Gözlerini asla yüzümden ayırmıyor, sözlerinin üzerimdeki etkisini görmek için her şeyi deniyordu.
"Peki sen?" Ama ona istediğini vermeyecektim.
"Sen kimsin? Benim bu koca krallıkta bir yerim, bir değerim var. Peki senin neyin var?" Parmaklıkların arasından elini uzattığında kaçmak bir yana nefes almaya dahi fırsatım olmadı.
Çenemi kavrayıp beni kendine çekerken kurtulmaya çalışmadım. Kurtulma girişimlerimin sonu hep kötü bittiği için bir an önce benden sıkılmasını beklemekten başka çarem kalmamıştı. Bugün sana istediğini vermeyeceğim. Hıncını başkasından çıkar.
"Güzel değilsin. Zeki olmadığını biliyoruz."
Çenemi sıktı. Acıdan gözlerim yaşardı. İzi kalacaktı.
"Bu gözlerin işe yarayacağını mı sanıyorsun?" Bakışları midemi bulandırmıştı.
"Cezalandırmak mı?" Güldü. "Aslında bunun için bizi ödüllendirirdi. Senden kurtulmayı o kadar çok istiyor ki. Sadece diğer krallıklar soracağı için yapamıyor. Öldürülmesini emrettim, diyemez.
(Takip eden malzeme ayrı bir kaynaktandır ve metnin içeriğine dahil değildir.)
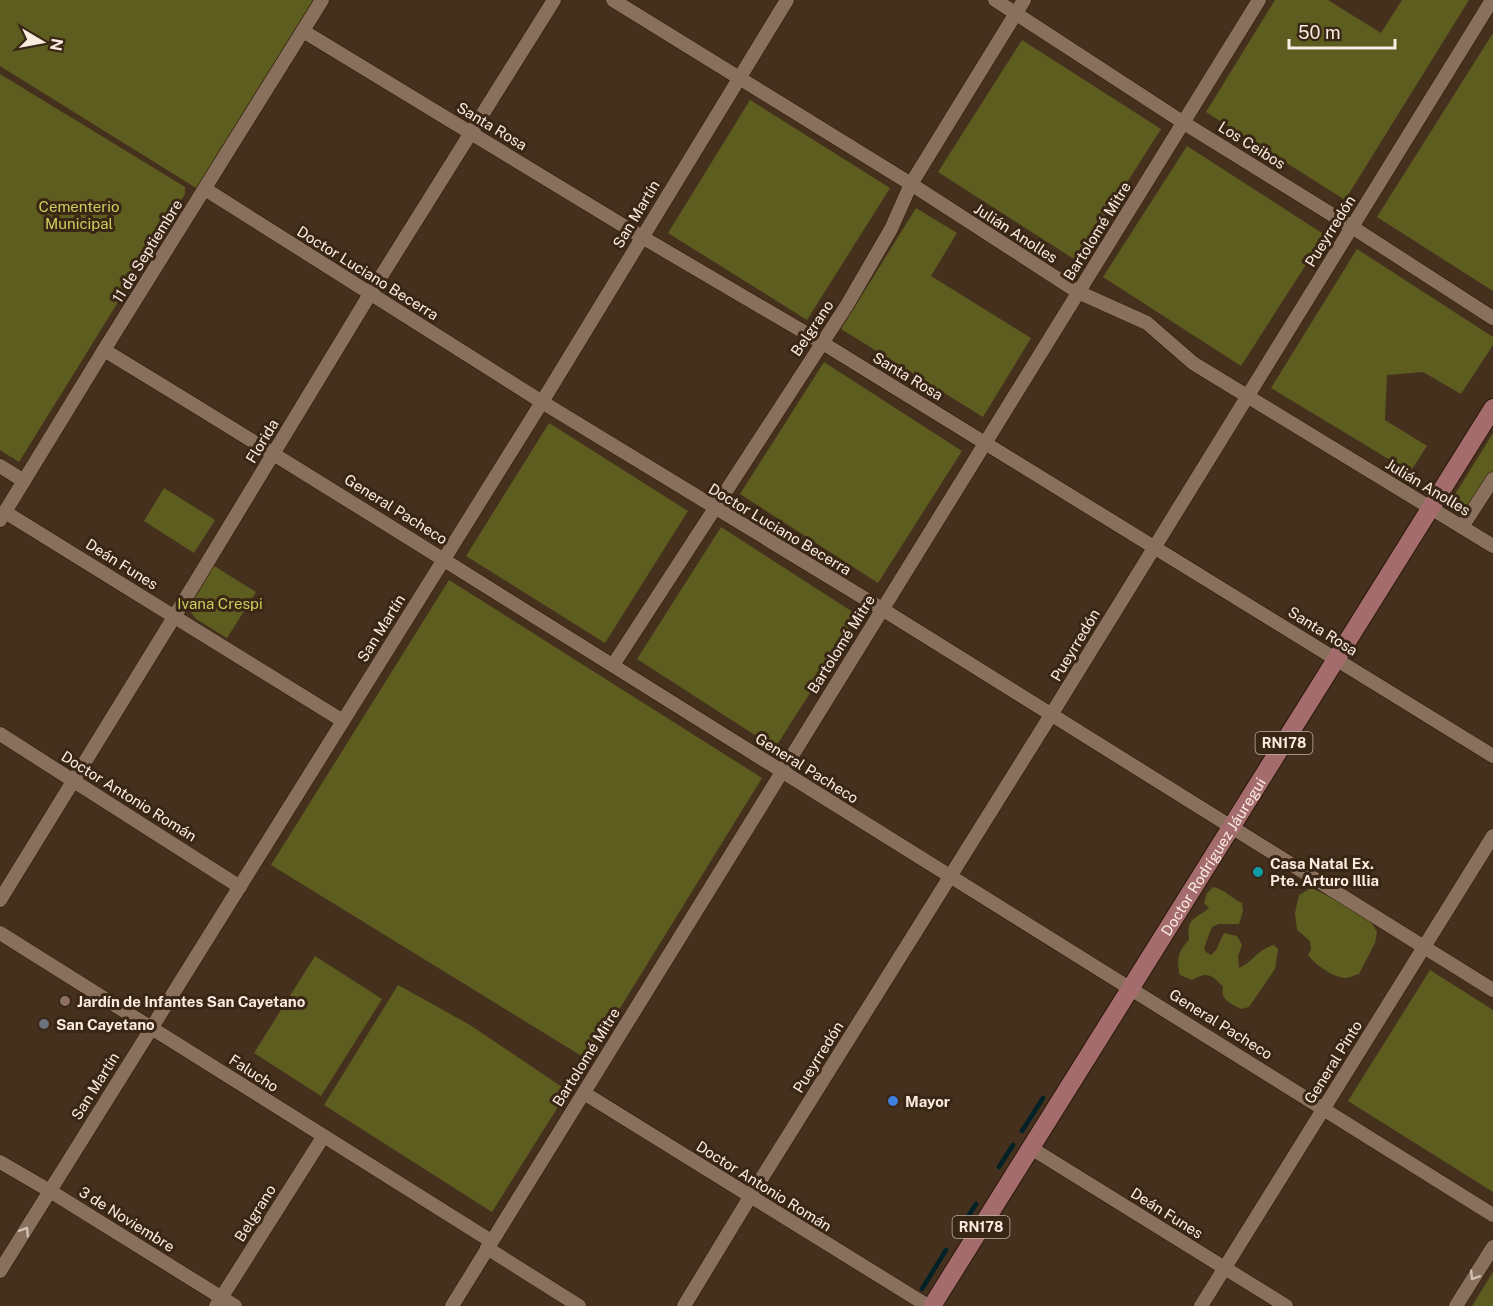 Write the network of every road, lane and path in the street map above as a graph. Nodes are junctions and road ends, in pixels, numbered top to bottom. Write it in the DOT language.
graph roads {
  1 [pos="322,0"];
  2 [pos="554,0"];
  3 [pos="613,0"];
  4 [pos="787,0"];
  5 [pos="995,0"];
  6 [pos="1024,0"];
  7 [pos="1260,0"];
  8 [pos="1492,0"];
  9 [pos="1016,13"];
  10 [pos="303,31"];
  11 [pos="739,79"];
  12 [pos="1184,123"];
  13 [pos="472,133"];
  14 [pos="911,184"];
  15 [pos="205,189"];
  16 [pos="1353,227"];
  17 [pos="642,237"];
  18 [pos="1078,292"];
  19 [pos="370,294"];
  20 [pos="1493,318"];
  21 [pos="821,342"];
  22 [pos="104,350"];
  23 [pos="1247,397"];
  24 [pos="542,402"];
  25 [pos="1493,409"];
  26 [pos="985,443"];
  27 [pos="274,453"];
  28 [pos="0,466"];
  29 [pos="1493,479"];
  30 [pos="24,481"];
  31 [pos="714,508"];
  32 [pos="1431,508"];
  33 [pos="3,516"];
  34 [pos="1462,527"];
  35 [pos="1154,546"];
  36 [pos="1493,546"];
  37 [pos="444,559"];
  38 [pos="882,609"];
  39 [pos="175,616"];
  40 [pos="1337,659"];
  41 [pos="613,665"];
  42 [pos="1051,715"];
  43 [pos="343,721"];
  44 [pos="0,734"];
  45 [pos="1493,756"];
  46 [pos="782,771"];
  47 [pos="74,780"];
  48 [pos="1230,827"];
  49 [pos="1493,836"];
  50 [pos="951,877"];
  51 [pos="240,886"];
  52 [pos="0,900"];
  53 [pos="0,933"];
  54 [pos="1425,947"];
  55 [pos="1131,987"];
  56 [pos="1493,990"];
  57 [pos="151,1027"];
  58 [pos="584,1093"];
  59 [pos="1324,1108"];
  60 [pos="323,1137"];
  61 [pos="1031,1148"];
  62 [pos="0,1162"];
  63 [pos="50,1191"];
  64 [pos="750,1197"];
  65 [pos="1493,1215"];
  66 [pos="489,1244"];
  67 [pos="1493,1247"];
  68 [pos="1224,1269"];
  69 [pos="0,1271"];
  70 [pos="219,1302"];
  71 [pos="235,1306"];
  72 [pos="452,1306"];
  73 [pos="579,1306"];
  74 [pos="684,1306"];
  75 [pos="930,1306"];
  76 [pos="1202,1306"];
  77 [pos="1286,1306"];
  78 [pos="1456,1306"];
  1 -- 10 [label="street, 11 de Septiembre"];
  2 -- 13 [label="street, Florida"];
  3 -- 11 [label="street, Julián Anolles"];
  4 -- 11 [label="street, San Martín"];
  5 -- 9 [label="street, Los Ceibos"];
  6 -- 9 [label="street, Belgrano"];
  7 -- 12 [label="street, Bartolomé Mitre"];
  8 -- 16 [label="street, Pueyrredón"];
  9 -- 12 [label="street, Los Ceibos"];
  9 -- 14 [label="street, Belgrano"];
  10 -- 13 [label="street, Santa Rosa"];
  10 -- 15 [label="street, 11 de Septiembre"];
  11 -- 14 [label="street, Julián Anolles"];
  11 -- 17 [label="street, San Martín"];
  12 -- 16 [label="street, Los Ceibos"];
  12 -- 18 [label="street, Bartolomé Mitre"];
  13 -- 17 [label="street, Santa Rosa"];
  13 -- 19 [label="street, Florida"];
  14 -- 18 [label="street, Julián Anolles"];
  14 -- 21 [label="street, Belgrano"];
  15 -- 19 [label="street, Doctor Luciano Becerra"];
  15 -- 22 [label="street, 11 de Septiembre"];
  16 -- 20 [label="street, Los Ceibos"];
  16 -- 23 [label="street, Pueyrredón"];
  17 -- 21 [label="street, Santa Rosa"];
  17 -- 24 [label="street, San Martín"];
  18 -- 23 [label="street, Julián Anolles"];
  18 -- 26 [label="street, Bartolomé Mitre"];
  19 -- 24 [label="street, Doctor Luciano Becerra"];
  19 -- 27 [label="street, Florida"];
  21 -- 26 [label="street, Santa Rosa"];
  21 -- 31 [label="street, Belgrano"];
  22 -- 27 [label="street, General Pacheco"];
  22 -- 30 [label="street, 11 de Septiembre"];
  23 -- 32 [label="street, Julián Anolles"];
  23 -- 35 [label="street, Pueyrredón"];
  24 -- 31 [label="street, Doctor Luciano Becerra"];
  24 -- 37 [label="street, San Martín"];
  25 -- 32 [label="main road, Doctor Rodríguez Jáuregui / RN178"];
  26 -- 35 [label="street, Santa Rosa"];
  26 -- 38 [label="street, Bartolomé Mitre"];
  27 -- 37 [label="street, General Pacheco"];
  27 -- 39 [label="street, Florida"];
  28 -- 30 [label="street"];
  29 -- 34 [label="street"];
  30 -- 33 [label="street, 11 de Septiembre"];
  31 -- 38 [label="street, Doctor Luciano Becerra"];
  31 -- 41 [label="street, Belgrano"];
  32 -- 34 [label="street, Julián Anolles"];
  32 -- 40 [label="main road, Doctor Rodríguez Jáuregui / RN178"];
  33 -- 39 [label="street, Deán Funes"];
  34 -- 36 [label="street, Julián Anolles"];
  35 -- 40 [label="street, Santa Rosa"];
  35 -- 42 [label="street, Pueyrredón"];
  37 -- 41 [label="street, General Pacheco"];
  37 -- 43 [label="street, San Martín"];
  38 -- 42 [label="street, Doctor Luciano Becerra"];
  38 -- 46 [label="street, Bartolomé Mitre"];
  39 -- 43 [label="street, Deán Funes"];
  39 -- 47 [label="street, Florida"];
  40 -- 45 [label="street, Santa Rosa"];
  40 -- 48 [label="main road, Doctor Rodríguez Jáuregui / RN178"];
  41 -- 46 [label="street, General Pacheco"];
  42 -- 48 [label="street, Doctor Luciano Becerra"];
  42 -- 50 [label="street, Pueyrredón"];
  43 -- 51 [label="street, San Martín"];
  44 -- 47 [label="street, Doctor Antonio Román"];
  46 -- 50 [label="street, General Pacheco"];
  46 -- 58 [label="street, Bartolomé Mitre"];
  47 -- 51 [label="street, Doctor Antonio Román"];
  47 -- 52 [label="street, Florida"];
  48 -- 54 [label="street, Doctor Luciano Becerra"];
  48 -- 55 [label="main road, Doctor Rodríguez Jáuregui / RN178"];
  49 -- 54 [label="street, General Pinto"];
  50 -- 55 [label="street, General Pacheco"];
  50 -- 64 [label="street, Pueyrredón"];
  51 -- 57 [label="street, San Martín"];
  53 -- 57 [label="street, Falucho"];
  54 -- 56 [label="street, Doctor Luciano Becerra"];
  54 -- 59 [label="street, General Pinto"];
  55 -- 59 [label="street, General Pacheco"];
  55 -- 61 [label="main road, Doctor Rodríguez Jáuregui / RN178"];
  57 -- 60 [label="street, Falucho"];
  57 -- 63 [label="street, San Martín"];
  58 -- 64 [label="street, Doctor Antonio Román"];
  58 -- 66 [label="street, Bartolomé Mitre"];
  59 -- 65 [label="street, General Pacheco"];
  59 -- 68 [label="street, General Pinto"];
  60 -- 66 [label="street, Falucho"];
  60 -- 70 [label="street, Belgrano"];
  61 -- 68 [label="street, Deán Funes"];
  61 -- 75 [label="main road, Doctor Rodríguez Jáuregui / RN178"];
  62 -- 63 [label="street, 3 de Noviembre"];
  69 -- 63 [label="street, San Martín, one-way"];
  63 -- 70 [label="street, 3 de Noviembre"];
  64 -- 74 [label="street, Pueyrredón"];
  64 -- 75 [label="street, Doctor Antonio Román"];
  66 -- 72 [label="street, Bartolomé Mitre"];
  66 -- 73 [label="street, Falucho"];
  67 -- 78 [label="street, one-way"];
  68 -- 76 [label="street, General Pinto"];
  68 -- 77 [label="street, Deán Funes"];
  70 -- 71 [label="street, 3 de Noviembre"];
} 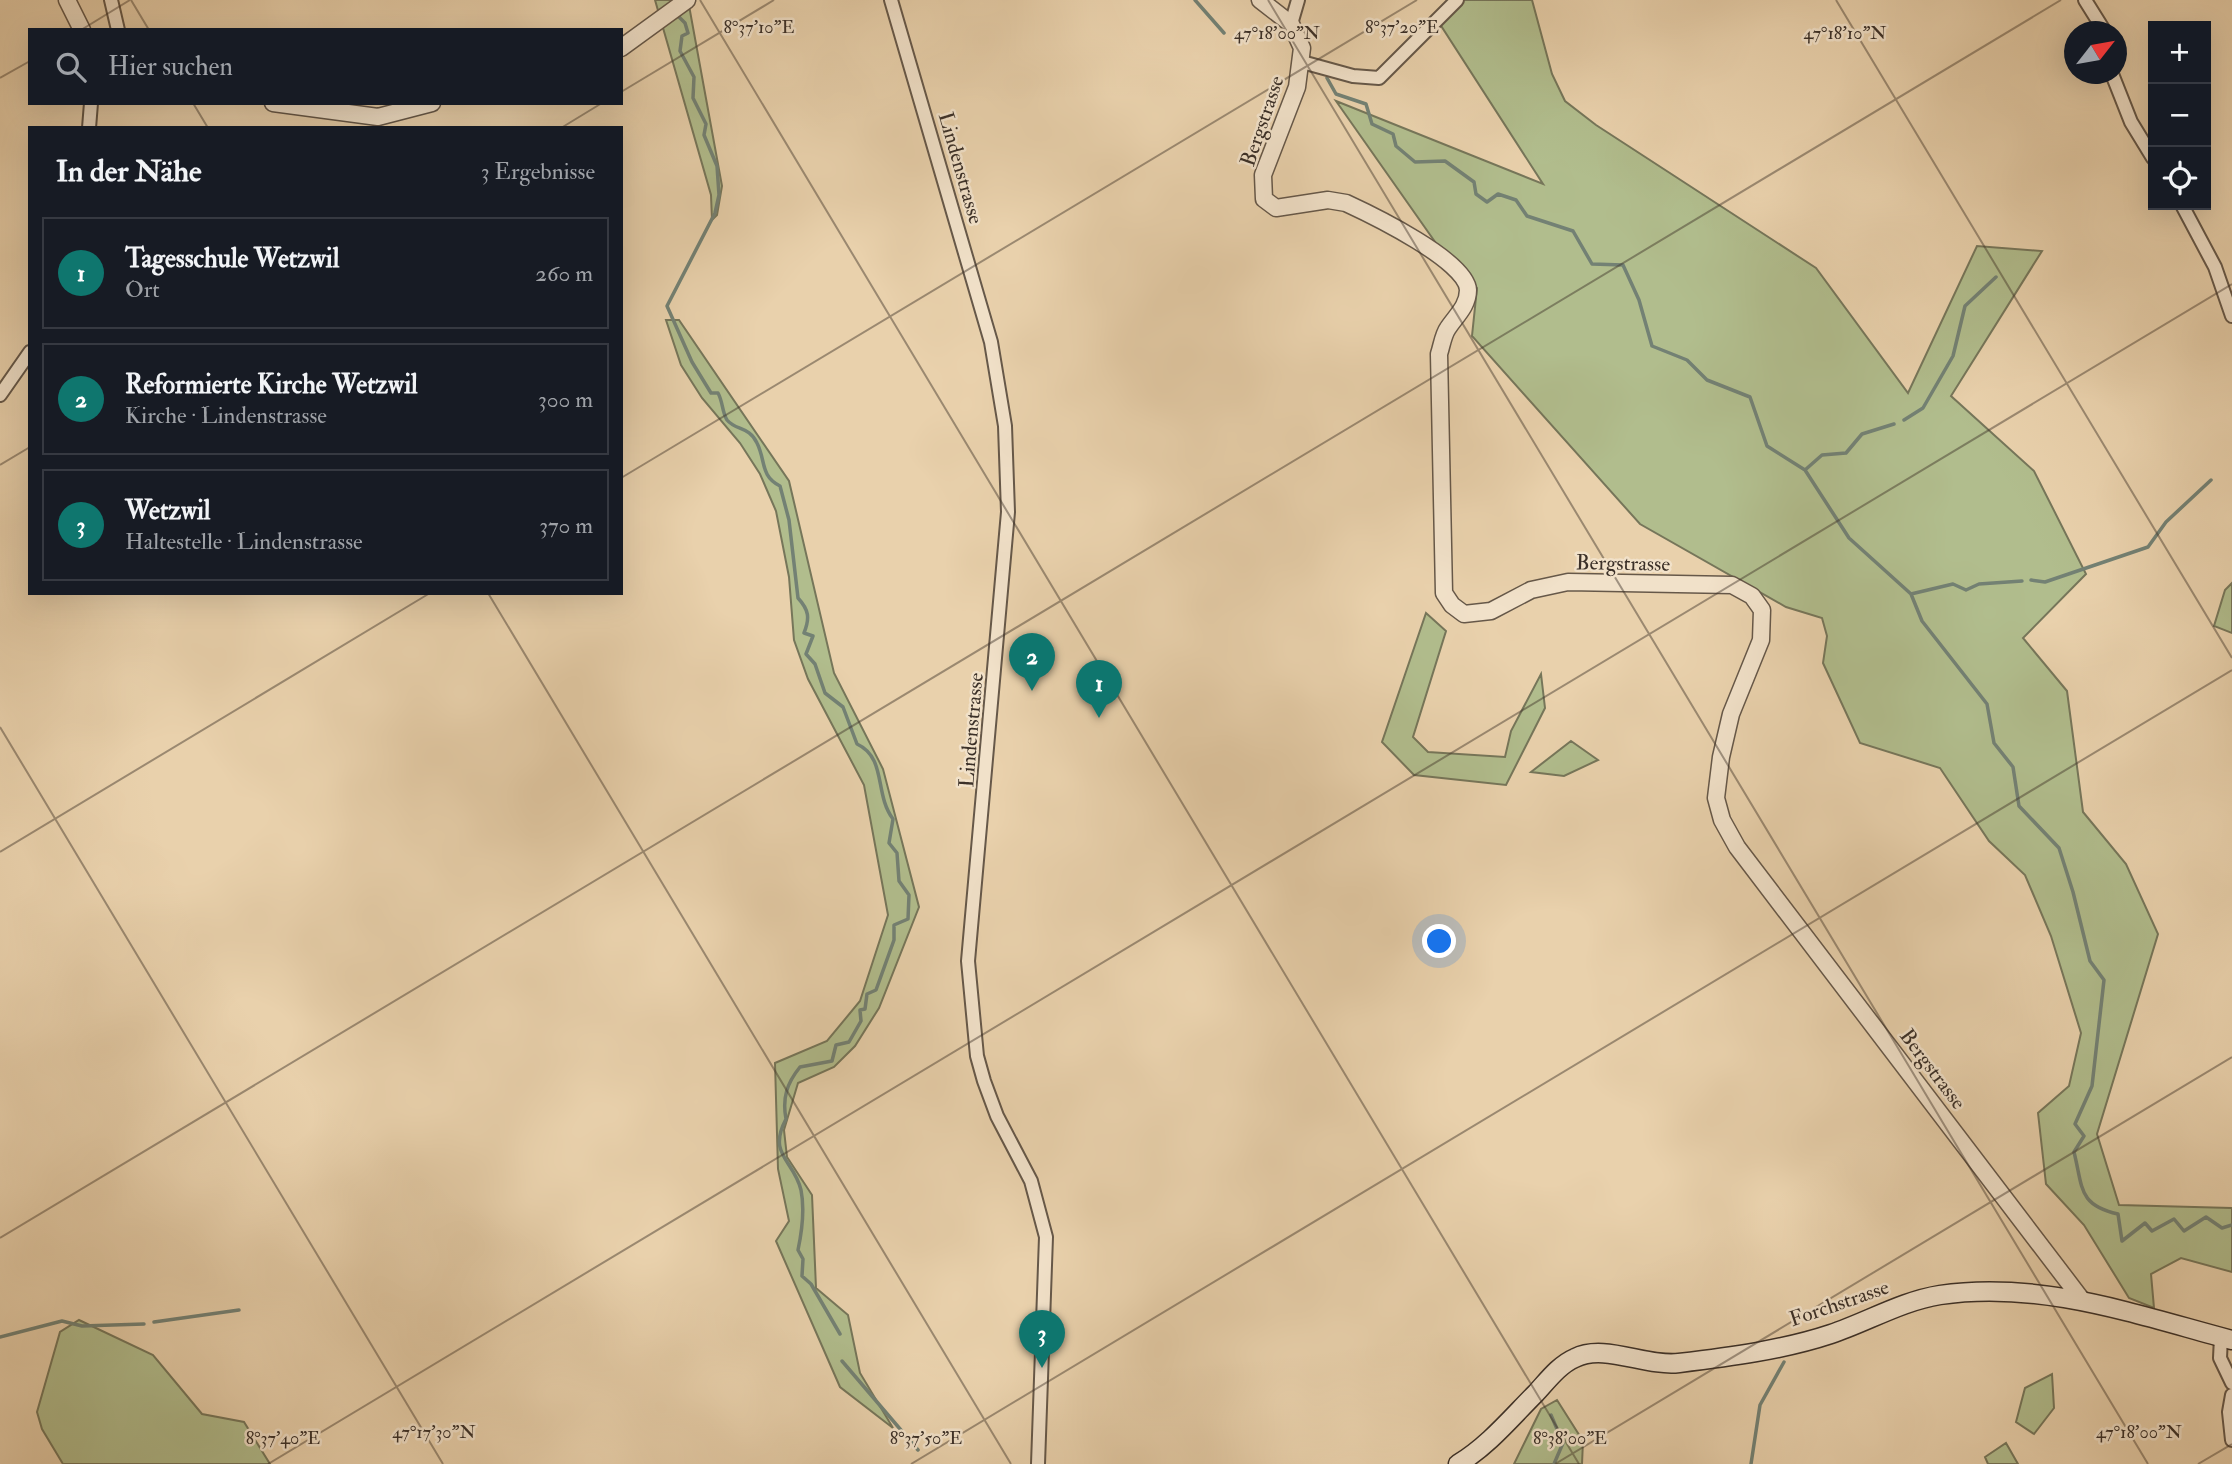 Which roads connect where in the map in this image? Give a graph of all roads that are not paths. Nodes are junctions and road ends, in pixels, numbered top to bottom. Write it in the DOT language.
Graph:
graph roads {
  1 [pos="67,0"];
  2 [pos="111,0"];
  3 [pos="891,0"];
  4 [pos="1260,0"];
  5 [pos="1298,0"];
  6 [pos="1457,0"];
  7 [pos="2085,0"];
  8 [pos="685,2"];
  9 [pos="2098,21"];
  10 [pos="1292,24"];
  11 [pos="81,28"];
  12 [pos="117,28"];
  13 [pos="623,47"];
  14 [pos="1302,62"];
  15 [pos="2116,84"];
  16 [pos="91,105"];
  17 [pos="288,105"];
  18 [pos="424,105"];
  19 [pos="89,126"];
  20 [pos="2148,150"];
  21 [pos="2185,210"];
  22 [pos="2232,316"];
  23 [pos="28,355"];
  24 [pos="0,395"];
  25 [pos="2082,1300"];
  26 [pos="2224,1341"];
  27 [pos="2232,1383"];
  28 [pos="2232,1395"];
  29 [pos="2232,1440"];
  30 [pos="1038,1464"];
  31 [pos="1458,1464"];
  1 -- 11 [label="street"];
  2 -- 12 [label="street"];
  3 -- 30 [label="street, Lindenstrasse"];
  4 -- 10 [label="street"];
  5 -- 10 [label="street"];
  6 -- 14 [label="street"];
  7 -- 9 [label="street"];
  8 -- 13 [label="street"];
  10 -- 14 [label="street, Bergstrasse"];
  14 -- 25 [label="street, Bergstrasse"];
  15 -- 20 [label="street"];
  16 -- 19 [label="street"];
  17 -- 18 [label="street"];
  21 -- 22 [label="street"];
  23 -- 24 [label="street"];
  25 -- 26 [label="main road, Forchstrasse"];
  25 -- 31 [label="main road, Forchstrasse"];
  26 -- 27 [label="street"];
  28 -- 29 [label="street"];
}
Talihsiz kız bir böceğe kurban gitti. Çok hoş olur doğrusu. Diğerleri de çok gençti yazık olmuş der ve hayatlarına kaldıkları yerden devam ederler."
Bitirdiğinde en ufak duygu belirtisi için bekledi. Göz yaşı, öfke ya da çatık kaşlar. Hiçbir şey alamayacağını nihayet anladığındaysa çenemi son kez sıktı. Parmaklıklardan uzaklaşıp yerine dönerken sessiz ve derin bir nefes aldım. Başardın. Ama zafer kazanmış gibi hissetmiyordum. Haklıydı. Bir değerim yoktu. Yerim yoktu. Sıfatım, ünvanım hepsi elimden alınmıştı. Tek gecede. Gerçekten benim olsalardı elimden almaları bu kadar kolay olur muydu acaba?

İkinci muhafız elinde yemeğimle geldiğinde artık aç değildim.